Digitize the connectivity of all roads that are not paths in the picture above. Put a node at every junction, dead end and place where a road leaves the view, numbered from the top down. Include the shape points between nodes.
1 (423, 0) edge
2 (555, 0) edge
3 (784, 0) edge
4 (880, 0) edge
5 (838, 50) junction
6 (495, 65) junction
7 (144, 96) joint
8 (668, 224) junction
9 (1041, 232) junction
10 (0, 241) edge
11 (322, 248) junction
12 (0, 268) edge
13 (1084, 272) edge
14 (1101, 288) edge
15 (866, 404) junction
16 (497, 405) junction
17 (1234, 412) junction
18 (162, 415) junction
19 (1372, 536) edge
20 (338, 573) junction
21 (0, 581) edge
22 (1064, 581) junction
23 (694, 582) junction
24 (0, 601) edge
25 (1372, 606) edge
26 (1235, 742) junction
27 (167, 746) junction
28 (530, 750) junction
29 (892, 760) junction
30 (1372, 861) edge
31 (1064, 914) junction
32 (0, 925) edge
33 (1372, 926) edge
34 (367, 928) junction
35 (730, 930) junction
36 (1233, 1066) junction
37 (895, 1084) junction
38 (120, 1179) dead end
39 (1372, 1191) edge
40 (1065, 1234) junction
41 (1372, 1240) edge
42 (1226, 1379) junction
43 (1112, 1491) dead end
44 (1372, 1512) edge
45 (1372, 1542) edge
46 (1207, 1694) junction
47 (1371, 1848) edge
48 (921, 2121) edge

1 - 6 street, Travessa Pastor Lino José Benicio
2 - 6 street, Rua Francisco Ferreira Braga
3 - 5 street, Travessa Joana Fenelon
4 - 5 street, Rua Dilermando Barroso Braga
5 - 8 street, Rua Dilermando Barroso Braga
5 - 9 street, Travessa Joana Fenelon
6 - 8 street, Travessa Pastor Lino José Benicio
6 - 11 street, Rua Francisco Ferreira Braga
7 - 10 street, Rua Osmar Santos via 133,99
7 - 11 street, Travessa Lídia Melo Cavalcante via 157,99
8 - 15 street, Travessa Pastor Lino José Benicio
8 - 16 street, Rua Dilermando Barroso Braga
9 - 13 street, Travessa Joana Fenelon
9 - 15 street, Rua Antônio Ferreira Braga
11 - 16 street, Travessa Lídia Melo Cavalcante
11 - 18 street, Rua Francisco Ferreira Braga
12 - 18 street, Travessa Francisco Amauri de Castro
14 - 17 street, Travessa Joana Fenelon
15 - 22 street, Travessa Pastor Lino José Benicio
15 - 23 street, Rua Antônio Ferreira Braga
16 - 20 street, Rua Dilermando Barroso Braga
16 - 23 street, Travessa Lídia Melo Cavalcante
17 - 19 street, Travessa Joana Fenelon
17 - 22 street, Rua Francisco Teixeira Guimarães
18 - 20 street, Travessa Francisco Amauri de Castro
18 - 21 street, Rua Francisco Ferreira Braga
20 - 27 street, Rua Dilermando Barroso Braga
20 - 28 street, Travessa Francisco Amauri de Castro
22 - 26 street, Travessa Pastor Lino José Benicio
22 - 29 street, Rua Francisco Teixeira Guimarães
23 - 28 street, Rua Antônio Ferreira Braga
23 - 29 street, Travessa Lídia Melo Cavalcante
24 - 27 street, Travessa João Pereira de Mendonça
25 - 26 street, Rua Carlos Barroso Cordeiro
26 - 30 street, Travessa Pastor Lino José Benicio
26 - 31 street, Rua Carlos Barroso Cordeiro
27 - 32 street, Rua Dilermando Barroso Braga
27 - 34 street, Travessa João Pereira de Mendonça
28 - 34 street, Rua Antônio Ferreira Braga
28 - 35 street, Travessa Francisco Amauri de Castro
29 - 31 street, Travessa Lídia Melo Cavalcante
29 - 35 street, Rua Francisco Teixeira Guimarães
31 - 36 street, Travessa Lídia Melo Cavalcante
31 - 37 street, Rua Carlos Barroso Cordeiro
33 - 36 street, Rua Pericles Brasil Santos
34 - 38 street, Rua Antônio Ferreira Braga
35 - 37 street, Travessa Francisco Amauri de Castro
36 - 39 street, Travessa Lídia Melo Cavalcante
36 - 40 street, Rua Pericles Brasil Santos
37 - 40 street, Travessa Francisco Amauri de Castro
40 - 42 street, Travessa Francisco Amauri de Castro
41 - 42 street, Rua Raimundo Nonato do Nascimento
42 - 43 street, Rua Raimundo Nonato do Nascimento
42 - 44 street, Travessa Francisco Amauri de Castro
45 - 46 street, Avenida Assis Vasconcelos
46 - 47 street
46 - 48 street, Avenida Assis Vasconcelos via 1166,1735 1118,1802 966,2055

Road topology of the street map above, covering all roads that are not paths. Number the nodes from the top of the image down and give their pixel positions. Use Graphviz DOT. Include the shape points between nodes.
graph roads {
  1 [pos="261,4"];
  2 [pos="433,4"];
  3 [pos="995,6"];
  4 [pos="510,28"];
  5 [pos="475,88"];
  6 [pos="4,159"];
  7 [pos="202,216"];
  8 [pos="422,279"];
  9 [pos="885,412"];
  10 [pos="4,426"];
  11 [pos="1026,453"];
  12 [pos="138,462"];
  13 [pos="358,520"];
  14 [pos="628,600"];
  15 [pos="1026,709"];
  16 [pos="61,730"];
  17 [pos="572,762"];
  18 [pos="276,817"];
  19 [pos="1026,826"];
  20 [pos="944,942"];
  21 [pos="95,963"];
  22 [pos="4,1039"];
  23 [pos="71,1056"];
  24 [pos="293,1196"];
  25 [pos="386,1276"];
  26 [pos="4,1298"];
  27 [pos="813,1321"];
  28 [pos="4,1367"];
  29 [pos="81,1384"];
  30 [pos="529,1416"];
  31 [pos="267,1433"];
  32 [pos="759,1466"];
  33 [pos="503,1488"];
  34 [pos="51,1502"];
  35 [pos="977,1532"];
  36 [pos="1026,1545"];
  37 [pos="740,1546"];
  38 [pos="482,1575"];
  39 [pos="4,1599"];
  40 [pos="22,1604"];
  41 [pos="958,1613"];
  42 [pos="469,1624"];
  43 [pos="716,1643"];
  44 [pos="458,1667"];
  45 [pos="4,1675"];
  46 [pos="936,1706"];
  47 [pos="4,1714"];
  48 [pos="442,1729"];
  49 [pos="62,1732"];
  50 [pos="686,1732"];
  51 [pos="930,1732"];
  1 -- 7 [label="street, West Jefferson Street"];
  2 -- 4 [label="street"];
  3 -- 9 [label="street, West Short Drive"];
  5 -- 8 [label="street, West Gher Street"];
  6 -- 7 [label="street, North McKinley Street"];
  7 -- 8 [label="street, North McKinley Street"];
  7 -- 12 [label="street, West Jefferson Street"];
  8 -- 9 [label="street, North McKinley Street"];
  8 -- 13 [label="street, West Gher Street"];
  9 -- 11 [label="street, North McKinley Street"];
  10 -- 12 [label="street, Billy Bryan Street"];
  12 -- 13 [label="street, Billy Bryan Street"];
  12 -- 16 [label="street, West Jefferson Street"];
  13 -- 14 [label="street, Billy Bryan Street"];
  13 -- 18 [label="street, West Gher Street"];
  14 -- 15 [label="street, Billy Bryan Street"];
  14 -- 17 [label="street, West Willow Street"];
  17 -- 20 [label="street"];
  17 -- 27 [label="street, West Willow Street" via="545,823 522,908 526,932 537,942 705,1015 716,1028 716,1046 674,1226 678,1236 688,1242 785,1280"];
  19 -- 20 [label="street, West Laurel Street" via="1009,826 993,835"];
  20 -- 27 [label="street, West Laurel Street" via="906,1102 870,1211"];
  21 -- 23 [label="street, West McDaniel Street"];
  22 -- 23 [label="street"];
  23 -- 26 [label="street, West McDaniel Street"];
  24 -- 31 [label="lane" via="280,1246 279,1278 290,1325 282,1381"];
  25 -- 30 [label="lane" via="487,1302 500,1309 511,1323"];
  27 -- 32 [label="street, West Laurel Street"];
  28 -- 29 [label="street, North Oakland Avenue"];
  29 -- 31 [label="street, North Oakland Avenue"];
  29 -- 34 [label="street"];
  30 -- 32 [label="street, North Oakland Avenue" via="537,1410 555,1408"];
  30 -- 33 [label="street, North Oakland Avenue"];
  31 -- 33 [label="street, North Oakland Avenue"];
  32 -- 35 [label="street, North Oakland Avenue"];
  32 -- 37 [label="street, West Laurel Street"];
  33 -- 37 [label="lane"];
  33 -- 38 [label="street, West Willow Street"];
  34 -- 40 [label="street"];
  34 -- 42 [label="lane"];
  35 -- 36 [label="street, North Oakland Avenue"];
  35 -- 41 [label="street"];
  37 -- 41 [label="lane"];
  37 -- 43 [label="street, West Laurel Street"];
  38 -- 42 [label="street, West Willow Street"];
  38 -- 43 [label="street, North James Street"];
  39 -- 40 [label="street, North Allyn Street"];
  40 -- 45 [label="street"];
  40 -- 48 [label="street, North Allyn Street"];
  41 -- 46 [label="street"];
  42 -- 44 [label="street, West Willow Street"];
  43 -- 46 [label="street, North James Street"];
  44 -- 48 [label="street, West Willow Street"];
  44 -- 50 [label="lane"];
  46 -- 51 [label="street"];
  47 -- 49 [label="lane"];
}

===

→ Work required: Scan the material for the word "Nascimento". Return every line where it is found.

→ Answer space:
41 - 42 street, Rua Raimundo Nonato do Nascimento
42 - 43 street, Rua Raimundo Nonato do Nascimento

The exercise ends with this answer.